The book was by Sally Ride, the first American woman to travel into outer space. I loved the hell out of that book because it was a story about a woman doing a thing people said women couldn’t do, and I wanted to be a woman like that some day. A woman like Sally Ride, like Amelia Earhart, like Joan of Arc. I’d never been good at science, or even all that interested in it, but because of Sally Ride I became interested in outer space and started begging my parents to send me to Space Camp (they never did). I had this idea, because I was a child and a therefore fundamentally ridiculous human being, that if I was an astronaut, I would get to fly rocket ships with Sally Ride herself. Have I mentioned that I became obsessed with Sally Ride? I was obsessed with Sally Ride. Sometimes her hair looked like my Mom’s hair, which made her easier to draw. I drew a lot of pictures of Sally Ride.

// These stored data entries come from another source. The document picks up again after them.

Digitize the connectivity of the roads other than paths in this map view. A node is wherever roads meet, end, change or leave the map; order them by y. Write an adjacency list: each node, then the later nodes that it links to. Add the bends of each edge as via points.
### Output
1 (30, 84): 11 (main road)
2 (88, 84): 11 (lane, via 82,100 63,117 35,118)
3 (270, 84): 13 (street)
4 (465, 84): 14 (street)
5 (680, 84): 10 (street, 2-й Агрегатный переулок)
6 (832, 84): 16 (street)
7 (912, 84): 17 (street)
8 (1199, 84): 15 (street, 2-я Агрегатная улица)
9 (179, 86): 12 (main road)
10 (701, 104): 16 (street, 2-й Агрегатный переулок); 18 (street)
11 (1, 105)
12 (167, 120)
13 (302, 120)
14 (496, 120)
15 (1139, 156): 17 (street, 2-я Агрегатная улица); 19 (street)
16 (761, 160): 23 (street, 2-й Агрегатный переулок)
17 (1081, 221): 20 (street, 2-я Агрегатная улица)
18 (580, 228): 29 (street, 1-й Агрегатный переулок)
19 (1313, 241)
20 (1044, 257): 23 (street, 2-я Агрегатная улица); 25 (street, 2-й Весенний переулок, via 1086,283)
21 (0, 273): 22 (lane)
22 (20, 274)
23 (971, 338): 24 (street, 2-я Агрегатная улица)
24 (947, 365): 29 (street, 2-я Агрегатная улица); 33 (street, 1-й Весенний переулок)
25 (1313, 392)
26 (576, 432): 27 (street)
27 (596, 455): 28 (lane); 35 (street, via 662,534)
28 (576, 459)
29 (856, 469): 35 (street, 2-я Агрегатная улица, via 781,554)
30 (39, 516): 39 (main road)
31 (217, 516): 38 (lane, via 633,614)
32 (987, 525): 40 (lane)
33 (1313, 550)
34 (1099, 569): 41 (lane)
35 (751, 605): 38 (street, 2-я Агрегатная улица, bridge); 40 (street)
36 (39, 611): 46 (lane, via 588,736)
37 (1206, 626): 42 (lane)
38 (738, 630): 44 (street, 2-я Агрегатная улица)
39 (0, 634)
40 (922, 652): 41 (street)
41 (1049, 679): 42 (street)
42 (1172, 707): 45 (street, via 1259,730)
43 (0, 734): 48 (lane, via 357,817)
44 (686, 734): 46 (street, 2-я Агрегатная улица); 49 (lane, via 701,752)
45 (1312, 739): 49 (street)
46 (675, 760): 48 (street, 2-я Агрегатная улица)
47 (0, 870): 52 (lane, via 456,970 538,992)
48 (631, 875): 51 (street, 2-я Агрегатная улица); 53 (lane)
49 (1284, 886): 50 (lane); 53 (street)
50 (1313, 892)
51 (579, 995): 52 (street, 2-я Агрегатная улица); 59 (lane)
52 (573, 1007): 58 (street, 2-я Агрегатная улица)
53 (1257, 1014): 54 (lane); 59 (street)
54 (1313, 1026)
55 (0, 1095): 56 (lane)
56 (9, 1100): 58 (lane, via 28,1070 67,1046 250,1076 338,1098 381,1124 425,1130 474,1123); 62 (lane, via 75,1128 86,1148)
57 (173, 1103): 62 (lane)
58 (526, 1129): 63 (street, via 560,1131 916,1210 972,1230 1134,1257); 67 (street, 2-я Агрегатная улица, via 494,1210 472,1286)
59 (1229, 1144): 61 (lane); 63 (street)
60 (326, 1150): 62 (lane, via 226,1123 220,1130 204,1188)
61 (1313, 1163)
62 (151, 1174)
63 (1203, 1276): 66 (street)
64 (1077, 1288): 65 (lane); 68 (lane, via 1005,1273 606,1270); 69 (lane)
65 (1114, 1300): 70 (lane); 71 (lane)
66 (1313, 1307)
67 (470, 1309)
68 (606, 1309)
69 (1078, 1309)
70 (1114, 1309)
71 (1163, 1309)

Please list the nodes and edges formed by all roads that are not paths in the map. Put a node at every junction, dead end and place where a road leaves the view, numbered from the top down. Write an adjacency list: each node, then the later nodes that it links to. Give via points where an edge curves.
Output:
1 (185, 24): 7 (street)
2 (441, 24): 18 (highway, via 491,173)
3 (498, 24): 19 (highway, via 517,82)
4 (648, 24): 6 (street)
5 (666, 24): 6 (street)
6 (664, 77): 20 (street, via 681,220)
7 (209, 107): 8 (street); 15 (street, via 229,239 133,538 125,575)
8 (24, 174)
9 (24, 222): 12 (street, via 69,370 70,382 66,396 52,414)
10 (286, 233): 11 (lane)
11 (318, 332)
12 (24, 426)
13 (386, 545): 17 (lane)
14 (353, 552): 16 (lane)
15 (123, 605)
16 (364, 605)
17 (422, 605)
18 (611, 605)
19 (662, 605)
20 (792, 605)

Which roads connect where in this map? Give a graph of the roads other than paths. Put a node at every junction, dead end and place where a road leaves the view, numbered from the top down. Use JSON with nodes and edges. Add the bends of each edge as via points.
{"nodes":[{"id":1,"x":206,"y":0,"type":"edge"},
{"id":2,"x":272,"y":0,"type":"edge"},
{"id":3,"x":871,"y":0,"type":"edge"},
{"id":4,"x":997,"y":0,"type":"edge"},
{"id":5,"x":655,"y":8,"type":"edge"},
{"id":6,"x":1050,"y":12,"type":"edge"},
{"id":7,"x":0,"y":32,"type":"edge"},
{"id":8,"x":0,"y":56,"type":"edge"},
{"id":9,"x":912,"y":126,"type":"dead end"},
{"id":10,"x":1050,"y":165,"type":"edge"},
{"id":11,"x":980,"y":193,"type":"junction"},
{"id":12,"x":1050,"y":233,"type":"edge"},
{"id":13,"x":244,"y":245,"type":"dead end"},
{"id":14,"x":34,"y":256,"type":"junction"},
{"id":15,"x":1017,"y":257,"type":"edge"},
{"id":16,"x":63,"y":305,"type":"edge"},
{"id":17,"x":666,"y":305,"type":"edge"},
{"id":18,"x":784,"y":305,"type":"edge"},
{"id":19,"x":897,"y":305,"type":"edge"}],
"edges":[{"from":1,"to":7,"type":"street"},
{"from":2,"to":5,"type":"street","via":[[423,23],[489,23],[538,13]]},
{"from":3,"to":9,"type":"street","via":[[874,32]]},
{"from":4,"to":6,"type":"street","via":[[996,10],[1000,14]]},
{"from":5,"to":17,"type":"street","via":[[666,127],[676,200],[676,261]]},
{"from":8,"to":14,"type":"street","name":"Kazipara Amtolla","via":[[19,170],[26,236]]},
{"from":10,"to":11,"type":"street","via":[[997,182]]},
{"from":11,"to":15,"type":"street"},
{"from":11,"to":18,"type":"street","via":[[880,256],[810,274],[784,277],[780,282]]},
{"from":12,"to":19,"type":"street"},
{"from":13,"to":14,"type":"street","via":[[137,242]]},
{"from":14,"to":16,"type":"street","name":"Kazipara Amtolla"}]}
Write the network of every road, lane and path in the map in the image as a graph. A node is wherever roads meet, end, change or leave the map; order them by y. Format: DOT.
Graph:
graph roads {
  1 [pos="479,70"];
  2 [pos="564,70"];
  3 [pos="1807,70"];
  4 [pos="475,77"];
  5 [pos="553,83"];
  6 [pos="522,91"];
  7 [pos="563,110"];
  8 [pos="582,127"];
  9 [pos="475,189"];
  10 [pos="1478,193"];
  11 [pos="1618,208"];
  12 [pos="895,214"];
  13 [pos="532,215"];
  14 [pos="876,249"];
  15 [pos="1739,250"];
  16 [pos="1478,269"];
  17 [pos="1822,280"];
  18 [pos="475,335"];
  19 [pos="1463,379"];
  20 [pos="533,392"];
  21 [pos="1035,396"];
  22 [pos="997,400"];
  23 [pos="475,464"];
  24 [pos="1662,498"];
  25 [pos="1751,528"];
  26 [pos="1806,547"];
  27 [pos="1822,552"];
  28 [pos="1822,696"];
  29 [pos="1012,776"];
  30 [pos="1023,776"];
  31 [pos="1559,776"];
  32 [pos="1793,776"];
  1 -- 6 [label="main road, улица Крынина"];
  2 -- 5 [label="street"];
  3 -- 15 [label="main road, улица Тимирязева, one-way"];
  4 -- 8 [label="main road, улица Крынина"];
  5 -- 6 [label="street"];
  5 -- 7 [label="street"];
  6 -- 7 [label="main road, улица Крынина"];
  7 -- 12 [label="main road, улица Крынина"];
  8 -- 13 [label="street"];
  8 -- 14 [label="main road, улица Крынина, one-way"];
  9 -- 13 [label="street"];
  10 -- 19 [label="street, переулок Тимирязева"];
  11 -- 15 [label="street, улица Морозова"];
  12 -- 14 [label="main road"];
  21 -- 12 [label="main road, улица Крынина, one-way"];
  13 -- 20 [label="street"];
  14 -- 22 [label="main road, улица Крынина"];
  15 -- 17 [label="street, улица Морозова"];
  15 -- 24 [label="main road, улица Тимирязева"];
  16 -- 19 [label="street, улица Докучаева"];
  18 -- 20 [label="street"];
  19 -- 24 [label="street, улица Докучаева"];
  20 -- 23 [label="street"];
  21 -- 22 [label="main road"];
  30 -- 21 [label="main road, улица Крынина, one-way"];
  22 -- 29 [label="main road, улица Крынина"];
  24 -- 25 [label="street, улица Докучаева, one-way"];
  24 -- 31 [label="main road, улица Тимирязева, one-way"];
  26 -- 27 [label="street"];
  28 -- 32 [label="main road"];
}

As a little tomboy in the 1980’s, when I thought about what I wanted to do with my life I never imagined I’d be doing something that involved a lot of other women (unless I succeeded in inventing my Women’s Professional Baseball League). There weren’t a lot of models for that kind of life. Instead I imagined a life like Sally Ride’s — being the only woman in every photograph, on every team, in every meeting. I was already used to that kind of thing because I was always doing activities that somehow landed me as the only girl in so many little rooms. Sally Ride was my hero, of sorts, and I was confident that she’d like me a lot when we met, which, of course, never happened. I mean, I’m genuinely terrible at science.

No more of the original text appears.